▸ Exercise prompt:
Could you filter the records below down to the lines that include the word "above"?

▸ Saved entries:
########

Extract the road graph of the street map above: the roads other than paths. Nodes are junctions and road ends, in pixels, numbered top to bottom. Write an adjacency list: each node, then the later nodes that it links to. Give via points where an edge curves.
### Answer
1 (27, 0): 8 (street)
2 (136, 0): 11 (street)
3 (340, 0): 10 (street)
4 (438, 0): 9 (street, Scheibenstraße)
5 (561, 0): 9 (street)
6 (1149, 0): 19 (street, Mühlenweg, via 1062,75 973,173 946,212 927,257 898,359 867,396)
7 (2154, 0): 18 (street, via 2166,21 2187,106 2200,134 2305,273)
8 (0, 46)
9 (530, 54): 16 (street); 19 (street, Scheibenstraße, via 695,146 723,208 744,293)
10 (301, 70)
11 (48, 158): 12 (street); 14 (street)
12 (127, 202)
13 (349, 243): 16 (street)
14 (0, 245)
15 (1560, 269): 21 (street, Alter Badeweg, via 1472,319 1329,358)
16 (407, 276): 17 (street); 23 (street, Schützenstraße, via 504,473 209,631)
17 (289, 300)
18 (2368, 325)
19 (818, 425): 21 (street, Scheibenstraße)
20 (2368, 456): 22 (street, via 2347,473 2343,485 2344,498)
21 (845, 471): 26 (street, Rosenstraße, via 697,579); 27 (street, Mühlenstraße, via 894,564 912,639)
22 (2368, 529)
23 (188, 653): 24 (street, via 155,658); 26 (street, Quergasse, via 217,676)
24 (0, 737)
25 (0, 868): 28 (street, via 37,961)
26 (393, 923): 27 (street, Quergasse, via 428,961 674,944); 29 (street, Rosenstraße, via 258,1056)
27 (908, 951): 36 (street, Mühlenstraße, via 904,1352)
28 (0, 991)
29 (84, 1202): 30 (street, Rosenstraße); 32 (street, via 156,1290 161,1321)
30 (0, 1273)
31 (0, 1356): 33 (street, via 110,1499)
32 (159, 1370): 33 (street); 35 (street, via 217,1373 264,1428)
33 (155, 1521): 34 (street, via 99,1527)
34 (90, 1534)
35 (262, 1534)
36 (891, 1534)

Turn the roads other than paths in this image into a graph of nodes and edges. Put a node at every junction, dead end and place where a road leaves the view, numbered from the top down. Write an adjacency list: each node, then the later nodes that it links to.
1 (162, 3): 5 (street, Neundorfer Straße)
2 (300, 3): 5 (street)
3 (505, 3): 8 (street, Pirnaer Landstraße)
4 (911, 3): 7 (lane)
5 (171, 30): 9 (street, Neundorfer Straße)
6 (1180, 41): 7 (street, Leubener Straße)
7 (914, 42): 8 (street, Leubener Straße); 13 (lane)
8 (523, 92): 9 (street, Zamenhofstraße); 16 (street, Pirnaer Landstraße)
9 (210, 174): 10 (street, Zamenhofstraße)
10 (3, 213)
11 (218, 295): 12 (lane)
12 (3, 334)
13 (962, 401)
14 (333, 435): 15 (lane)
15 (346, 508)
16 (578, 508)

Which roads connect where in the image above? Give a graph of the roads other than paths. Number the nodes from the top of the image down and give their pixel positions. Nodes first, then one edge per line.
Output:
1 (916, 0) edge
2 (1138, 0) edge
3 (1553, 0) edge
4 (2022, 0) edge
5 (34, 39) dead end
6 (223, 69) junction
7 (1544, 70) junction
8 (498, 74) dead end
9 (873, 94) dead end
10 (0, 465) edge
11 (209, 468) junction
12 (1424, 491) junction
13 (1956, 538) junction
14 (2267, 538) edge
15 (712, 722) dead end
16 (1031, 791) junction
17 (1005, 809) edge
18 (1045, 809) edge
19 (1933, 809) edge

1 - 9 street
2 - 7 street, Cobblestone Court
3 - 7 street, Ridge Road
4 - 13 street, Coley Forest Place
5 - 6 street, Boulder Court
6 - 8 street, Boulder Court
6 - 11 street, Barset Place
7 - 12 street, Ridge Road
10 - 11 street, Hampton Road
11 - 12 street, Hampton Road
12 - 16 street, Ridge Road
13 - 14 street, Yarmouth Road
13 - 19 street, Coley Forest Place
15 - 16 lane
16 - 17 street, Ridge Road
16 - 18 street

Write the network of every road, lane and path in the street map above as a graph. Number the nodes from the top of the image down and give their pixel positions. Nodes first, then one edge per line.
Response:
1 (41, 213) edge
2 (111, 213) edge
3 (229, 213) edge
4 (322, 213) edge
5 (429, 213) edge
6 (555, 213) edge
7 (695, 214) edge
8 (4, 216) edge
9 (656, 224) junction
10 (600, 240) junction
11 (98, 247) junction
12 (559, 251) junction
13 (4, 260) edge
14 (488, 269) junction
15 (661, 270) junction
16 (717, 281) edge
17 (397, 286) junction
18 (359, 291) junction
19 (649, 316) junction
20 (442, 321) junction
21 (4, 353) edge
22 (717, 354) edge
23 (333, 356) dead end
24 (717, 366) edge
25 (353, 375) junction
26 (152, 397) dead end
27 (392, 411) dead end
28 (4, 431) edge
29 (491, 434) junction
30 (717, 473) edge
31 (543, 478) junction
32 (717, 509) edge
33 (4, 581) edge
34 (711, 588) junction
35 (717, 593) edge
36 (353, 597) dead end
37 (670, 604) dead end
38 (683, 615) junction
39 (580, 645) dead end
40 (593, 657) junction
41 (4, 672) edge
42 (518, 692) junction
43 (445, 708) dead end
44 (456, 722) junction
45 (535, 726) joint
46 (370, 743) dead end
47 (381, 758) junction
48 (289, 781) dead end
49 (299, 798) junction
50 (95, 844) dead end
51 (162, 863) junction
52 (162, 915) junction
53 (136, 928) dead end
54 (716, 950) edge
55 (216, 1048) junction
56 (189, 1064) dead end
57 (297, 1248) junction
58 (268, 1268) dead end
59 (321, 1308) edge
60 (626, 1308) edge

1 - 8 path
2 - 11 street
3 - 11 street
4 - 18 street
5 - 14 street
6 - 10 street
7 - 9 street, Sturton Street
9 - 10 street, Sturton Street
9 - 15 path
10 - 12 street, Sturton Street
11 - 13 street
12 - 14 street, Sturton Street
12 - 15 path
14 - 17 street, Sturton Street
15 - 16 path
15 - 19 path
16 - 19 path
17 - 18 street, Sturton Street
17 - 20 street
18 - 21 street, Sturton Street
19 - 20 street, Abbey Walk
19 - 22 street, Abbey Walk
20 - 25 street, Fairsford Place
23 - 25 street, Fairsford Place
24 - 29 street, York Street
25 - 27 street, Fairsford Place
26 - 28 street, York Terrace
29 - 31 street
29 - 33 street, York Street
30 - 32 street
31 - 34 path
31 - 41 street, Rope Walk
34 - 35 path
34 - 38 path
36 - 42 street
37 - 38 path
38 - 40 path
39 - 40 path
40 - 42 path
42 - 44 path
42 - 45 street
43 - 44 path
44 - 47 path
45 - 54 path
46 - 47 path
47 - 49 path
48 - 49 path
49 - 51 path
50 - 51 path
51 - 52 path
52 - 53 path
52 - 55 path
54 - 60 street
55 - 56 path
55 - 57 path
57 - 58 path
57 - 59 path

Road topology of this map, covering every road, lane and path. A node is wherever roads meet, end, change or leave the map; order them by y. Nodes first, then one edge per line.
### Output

########

▸ Result for this exercise:
Extract the road graph of the street map above: the roads other than paths. Nodes are junctions and road ends, in pixels, numbered top to bottom. Write an adjacency list: each node, then the later nodes that it links to. Give via points where an edge curves.
Which roads connect where in the image above? Give a graph of the roads other than paths. Number the nodes from the top of the image down and give their pixel positions. Nodes first, then one edge per line.
Write the network of every road, lane and path in the street map above as a graph. Number the nodes from the top of the image down and give their pixel positions. Nodes first, then one edge per line.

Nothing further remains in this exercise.